Starting from Gaston Bachelard’s assumption that “all knowledge is an answer to a question”, the study proposes the use of comparative textual analysis to formulate research questions (see abstract and presentation). A set of questions were derived via the TXM, Textométrie software, a tool for lexicometry and statistical analysis. Two historical documents on the Economic and Monetary Union (EMU) were examined, the Werner report and the Delors report (French versions).
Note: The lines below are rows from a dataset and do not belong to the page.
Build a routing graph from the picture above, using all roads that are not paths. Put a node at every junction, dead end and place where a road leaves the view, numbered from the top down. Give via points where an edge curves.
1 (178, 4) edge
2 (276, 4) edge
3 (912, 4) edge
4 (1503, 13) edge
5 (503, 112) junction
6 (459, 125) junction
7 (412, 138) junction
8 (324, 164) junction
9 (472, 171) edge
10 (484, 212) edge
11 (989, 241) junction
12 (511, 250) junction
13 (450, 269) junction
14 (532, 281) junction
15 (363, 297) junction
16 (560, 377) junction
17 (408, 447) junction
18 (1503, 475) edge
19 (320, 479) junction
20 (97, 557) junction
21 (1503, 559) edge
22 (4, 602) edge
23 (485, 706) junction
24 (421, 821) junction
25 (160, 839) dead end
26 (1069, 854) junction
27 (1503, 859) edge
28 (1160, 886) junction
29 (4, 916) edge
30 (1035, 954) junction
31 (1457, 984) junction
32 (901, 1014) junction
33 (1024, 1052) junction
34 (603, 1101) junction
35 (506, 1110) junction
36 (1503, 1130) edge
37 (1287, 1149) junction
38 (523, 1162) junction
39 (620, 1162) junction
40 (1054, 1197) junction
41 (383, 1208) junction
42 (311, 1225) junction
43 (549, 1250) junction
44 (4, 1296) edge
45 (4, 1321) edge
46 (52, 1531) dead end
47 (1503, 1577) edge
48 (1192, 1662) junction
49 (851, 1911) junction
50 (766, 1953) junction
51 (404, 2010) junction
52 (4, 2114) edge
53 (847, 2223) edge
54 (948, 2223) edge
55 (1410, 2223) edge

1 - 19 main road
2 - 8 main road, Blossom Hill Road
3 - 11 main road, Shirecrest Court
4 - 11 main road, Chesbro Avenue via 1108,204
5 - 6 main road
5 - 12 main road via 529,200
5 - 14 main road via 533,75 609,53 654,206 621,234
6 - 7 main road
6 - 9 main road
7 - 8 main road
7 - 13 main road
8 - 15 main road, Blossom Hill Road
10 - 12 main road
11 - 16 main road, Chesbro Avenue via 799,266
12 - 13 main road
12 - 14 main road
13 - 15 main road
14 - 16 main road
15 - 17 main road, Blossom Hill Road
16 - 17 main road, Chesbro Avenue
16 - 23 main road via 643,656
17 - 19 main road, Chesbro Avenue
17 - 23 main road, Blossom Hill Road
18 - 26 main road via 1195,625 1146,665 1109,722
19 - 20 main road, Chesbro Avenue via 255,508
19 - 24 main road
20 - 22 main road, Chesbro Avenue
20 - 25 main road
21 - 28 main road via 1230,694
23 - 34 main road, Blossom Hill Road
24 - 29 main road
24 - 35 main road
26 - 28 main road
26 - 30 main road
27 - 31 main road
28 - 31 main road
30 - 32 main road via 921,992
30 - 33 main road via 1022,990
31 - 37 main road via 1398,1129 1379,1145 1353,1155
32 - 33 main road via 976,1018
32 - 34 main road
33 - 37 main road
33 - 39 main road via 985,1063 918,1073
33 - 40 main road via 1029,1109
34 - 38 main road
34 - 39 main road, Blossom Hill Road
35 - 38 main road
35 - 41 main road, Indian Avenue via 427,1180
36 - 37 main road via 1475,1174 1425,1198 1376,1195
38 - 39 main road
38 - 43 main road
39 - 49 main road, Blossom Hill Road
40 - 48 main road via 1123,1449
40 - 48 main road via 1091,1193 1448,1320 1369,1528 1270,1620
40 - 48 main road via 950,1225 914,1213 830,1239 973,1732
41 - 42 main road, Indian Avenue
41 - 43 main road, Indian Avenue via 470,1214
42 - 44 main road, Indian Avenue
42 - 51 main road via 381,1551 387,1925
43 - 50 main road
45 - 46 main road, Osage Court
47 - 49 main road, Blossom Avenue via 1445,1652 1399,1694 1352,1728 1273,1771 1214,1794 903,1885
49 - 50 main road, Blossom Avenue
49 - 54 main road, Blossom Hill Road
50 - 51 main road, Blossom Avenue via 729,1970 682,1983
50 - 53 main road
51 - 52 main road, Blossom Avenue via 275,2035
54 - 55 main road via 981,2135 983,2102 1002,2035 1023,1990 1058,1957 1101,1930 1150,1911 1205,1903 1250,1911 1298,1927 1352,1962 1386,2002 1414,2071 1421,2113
At the Hague Summit (December 1969), an experts committee chaired by Pierre Werner (Prime Minister of Luxembourg) was set up to explore the progress towards EMU in the European Community (EC). The result was the Werner report (1970), which offered a full definition of EMU (3 stages over 1971–80). The aim was to achieve irreversible convertibility between the currencies of the Member States, the complete liberalisation of capital movements, the irrevocable fixing of exchange rates, and even a single European currency. Two main principles underpinned this report: gradual realisation of EMU and parallelism between economic and monetary convergence. In 1974 the Werner report was put on hold. In 1988 was set up a committee charged with the study of EMU, chaired by Jacques Delors (President of the European Commission). The result was the Delors report (1989) which was appropriating the overall philosophy and structure of the Werner report.
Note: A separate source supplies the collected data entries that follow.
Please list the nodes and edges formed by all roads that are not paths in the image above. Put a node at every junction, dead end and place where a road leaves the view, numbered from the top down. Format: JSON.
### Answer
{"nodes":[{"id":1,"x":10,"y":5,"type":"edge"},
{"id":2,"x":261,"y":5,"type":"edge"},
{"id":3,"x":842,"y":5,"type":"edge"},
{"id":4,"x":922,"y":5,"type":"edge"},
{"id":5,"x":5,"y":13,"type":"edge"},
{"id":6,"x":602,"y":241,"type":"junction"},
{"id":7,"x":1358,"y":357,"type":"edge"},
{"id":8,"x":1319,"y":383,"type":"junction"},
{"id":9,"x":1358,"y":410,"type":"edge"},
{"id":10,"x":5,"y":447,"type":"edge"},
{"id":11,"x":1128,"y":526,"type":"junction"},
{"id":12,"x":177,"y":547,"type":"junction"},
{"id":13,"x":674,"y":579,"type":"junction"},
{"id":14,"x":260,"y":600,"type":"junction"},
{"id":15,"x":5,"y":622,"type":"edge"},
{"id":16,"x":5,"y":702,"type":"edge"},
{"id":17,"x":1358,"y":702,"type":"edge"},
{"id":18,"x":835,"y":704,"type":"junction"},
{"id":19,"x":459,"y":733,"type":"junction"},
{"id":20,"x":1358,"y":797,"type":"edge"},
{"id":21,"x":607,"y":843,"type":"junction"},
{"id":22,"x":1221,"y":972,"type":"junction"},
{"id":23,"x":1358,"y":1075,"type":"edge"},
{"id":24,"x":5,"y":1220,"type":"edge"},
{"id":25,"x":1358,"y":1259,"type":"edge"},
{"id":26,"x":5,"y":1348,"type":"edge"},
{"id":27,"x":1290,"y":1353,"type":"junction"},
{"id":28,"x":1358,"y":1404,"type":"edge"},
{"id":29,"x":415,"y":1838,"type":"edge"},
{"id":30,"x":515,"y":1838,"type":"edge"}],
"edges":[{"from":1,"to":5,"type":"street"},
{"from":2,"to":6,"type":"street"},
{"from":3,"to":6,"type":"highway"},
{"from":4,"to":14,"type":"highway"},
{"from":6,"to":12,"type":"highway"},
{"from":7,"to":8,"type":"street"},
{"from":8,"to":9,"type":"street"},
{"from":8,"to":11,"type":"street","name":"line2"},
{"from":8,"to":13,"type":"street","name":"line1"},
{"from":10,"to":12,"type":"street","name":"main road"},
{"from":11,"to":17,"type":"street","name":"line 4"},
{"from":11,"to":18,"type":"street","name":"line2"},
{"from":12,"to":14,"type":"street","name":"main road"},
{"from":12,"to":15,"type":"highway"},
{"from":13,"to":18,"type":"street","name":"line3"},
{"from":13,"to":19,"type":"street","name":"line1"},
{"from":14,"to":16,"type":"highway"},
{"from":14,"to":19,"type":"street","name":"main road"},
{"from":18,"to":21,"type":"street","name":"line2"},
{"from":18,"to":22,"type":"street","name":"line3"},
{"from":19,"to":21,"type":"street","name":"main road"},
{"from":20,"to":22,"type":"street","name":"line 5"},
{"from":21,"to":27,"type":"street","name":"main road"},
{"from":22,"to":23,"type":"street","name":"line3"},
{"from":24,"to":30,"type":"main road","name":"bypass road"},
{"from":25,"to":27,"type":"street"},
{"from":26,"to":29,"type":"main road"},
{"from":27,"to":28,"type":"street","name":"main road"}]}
The “quest for questions” was based on the comparison of the documents, using the TXM specificities feature that highlights what properties are specific, as overuse or deficit, to a part versus the rest of a corpus. The documents were analysed both as entire units and as fragments (numbered parts and sections). The specificities were computed for the noun-adjective combination and parts of speech, the properties with specificity scores higher and lower than the TXM default positive and negative banality thresholds being selected for further enquiry and subsequently used to formulate research questions, such as: How monetary, and respectively economic, matters differ in Werner and Delors reports? What influence upon the EMU construction did have the structure of the Werner and Delors Committees membership? Can we speak of an evolution of the EMU concepts between 1970 and 1989? What is behind the range of verbal forms in Werner- and Delors report? Additional questions, on a more general level, may be also articulated. For instance: How to define parallelism in historical processes, from a linguistic, text analysis perspective? Can any correlation be drawn between the categories of authors of historical documents (politicians, bankers, monetary experts, diplomats, etc.) and linguistic forms (e.g. verbs in the future, conditional) used in expressing particular goals (actions, objectives), and what would be the purpose of such a way of expression (persuasion, showing determination or prudence, inspiring confidence, etc.)?
Although further experiments, testing with other corpora and theoretical formalisation are required, the first results show that digital tools may serve not only as hypotheses or conclusions validators but also as means of discovering exploration paths to support interpretation and the construction of new knowledge in digital history.